Russell Lovell, Professor, Drake University School of Law

Drake University Law Professor Emeritus Russell Lovell taught constitutional law, employment discrimination and civil rights law, and remedies from 1976-2014, and served ten years as Associate Dean (collaborating with co-honoree Dean David Walker) and directed Drake’s Clinical Programs from 1995-1999.  Russ mentored more than eighty Public Service Scholars as founder/director of Drake’s Public Service Scholarship Program.  Drake University honored him as its Outstanding Professor for Experiential Learning for his creation of a practice observation experience of an actual Iowa jury trial for the entire 1L class—and Bloomberg Law, in 2023, recognized it as 1 of the 10 most innovative Law School programs. It was during Russ’s clerkship for Federal Appeals Judge Floyd Gibson that he first helped break down racial barriers in an Arkansas school desegregation case.   

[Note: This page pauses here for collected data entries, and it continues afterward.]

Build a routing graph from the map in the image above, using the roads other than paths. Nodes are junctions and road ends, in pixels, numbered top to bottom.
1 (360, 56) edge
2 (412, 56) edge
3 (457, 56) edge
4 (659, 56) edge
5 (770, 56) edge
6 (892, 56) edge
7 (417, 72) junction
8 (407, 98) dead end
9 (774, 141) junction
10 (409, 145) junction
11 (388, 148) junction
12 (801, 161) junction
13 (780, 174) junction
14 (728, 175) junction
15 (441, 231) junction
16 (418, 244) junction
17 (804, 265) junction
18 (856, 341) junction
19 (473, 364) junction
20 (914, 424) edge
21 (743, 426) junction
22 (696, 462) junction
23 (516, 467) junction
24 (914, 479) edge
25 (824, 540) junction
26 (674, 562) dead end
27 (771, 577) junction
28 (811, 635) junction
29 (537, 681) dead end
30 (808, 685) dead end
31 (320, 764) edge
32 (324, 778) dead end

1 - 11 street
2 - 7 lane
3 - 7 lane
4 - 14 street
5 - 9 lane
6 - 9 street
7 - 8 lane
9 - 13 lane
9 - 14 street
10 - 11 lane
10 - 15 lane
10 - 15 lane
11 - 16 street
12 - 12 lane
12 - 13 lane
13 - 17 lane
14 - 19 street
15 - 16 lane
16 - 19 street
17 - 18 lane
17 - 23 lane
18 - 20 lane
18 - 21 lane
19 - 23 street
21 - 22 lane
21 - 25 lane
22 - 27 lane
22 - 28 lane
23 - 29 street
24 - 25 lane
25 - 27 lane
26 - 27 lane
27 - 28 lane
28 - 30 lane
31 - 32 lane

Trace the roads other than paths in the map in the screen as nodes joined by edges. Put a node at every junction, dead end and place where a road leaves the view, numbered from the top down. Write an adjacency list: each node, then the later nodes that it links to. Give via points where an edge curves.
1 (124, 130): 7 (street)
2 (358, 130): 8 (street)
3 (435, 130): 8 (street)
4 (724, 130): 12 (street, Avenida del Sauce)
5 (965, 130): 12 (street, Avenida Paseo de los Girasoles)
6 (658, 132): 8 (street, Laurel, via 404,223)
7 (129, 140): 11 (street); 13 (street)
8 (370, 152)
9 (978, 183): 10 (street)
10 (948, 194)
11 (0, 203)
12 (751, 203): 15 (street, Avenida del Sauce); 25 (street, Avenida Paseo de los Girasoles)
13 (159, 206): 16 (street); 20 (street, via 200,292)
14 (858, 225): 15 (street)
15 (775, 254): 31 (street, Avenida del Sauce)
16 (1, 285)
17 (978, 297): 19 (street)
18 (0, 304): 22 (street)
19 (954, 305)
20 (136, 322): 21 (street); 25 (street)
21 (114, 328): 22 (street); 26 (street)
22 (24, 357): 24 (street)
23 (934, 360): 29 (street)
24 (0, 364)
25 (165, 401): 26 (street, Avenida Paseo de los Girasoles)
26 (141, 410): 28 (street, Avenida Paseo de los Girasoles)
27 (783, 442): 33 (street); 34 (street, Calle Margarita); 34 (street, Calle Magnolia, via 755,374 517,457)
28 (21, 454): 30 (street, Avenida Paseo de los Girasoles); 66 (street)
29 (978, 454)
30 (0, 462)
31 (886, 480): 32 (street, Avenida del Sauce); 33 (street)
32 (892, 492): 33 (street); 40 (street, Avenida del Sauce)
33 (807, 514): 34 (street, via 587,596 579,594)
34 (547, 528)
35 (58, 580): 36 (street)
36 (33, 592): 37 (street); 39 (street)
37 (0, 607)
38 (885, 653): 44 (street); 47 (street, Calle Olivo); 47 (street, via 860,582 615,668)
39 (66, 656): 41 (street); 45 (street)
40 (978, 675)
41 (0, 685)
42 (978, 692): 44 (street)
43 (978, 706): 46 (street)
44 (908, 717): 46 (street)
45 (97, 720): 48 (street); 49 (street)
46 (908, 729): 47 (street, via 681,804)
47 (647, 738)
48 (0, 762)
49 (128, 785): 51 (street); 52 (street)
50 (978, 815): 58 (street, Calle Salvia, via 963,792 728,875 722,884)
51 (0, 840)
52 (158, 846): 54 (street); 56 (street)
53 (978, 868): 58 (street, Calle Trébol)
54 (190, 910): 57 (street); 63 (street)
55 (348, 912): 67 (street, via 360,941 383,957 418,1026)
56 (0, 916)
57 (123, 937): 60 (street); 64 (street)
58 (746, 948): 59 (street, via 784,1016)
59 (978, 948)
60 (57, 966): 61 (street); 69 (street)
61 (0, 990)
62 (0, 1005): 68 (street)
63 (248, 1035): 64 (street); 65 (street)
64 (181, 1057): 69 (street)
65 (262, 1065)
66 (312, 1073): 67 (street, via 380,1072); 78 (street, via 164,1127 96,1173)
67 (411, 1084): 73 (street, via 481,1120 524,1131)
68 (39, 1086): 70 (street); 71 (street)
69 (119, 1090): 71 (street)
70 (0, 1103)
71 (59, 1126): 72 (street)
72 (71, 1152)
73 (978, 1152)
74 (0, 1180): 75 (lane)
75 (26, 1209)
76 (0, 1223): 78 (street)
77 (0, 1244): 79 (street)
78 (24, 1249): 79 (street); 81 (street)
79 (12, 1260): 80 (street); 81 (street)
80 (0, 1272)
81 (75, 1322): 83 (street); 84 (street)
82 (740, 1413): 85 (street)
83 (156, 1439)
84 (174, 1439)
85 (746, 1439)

Thereafter Russ served as Director of Litigation for the Legal Services Organization of Indianapolis, specializing in Federal Court civil right litigation.   His prison reform advocacy secured a Federal Court injunction closing a 48-cell “dungeon-like” solitary confinement unit in Indiana’s maximum-security prison and played a major role in the 1972 landmark Supreme Court due process ruling in Morrissey v. Brewer that guaranteed parolees a fair hearing before their paroles could be revoked.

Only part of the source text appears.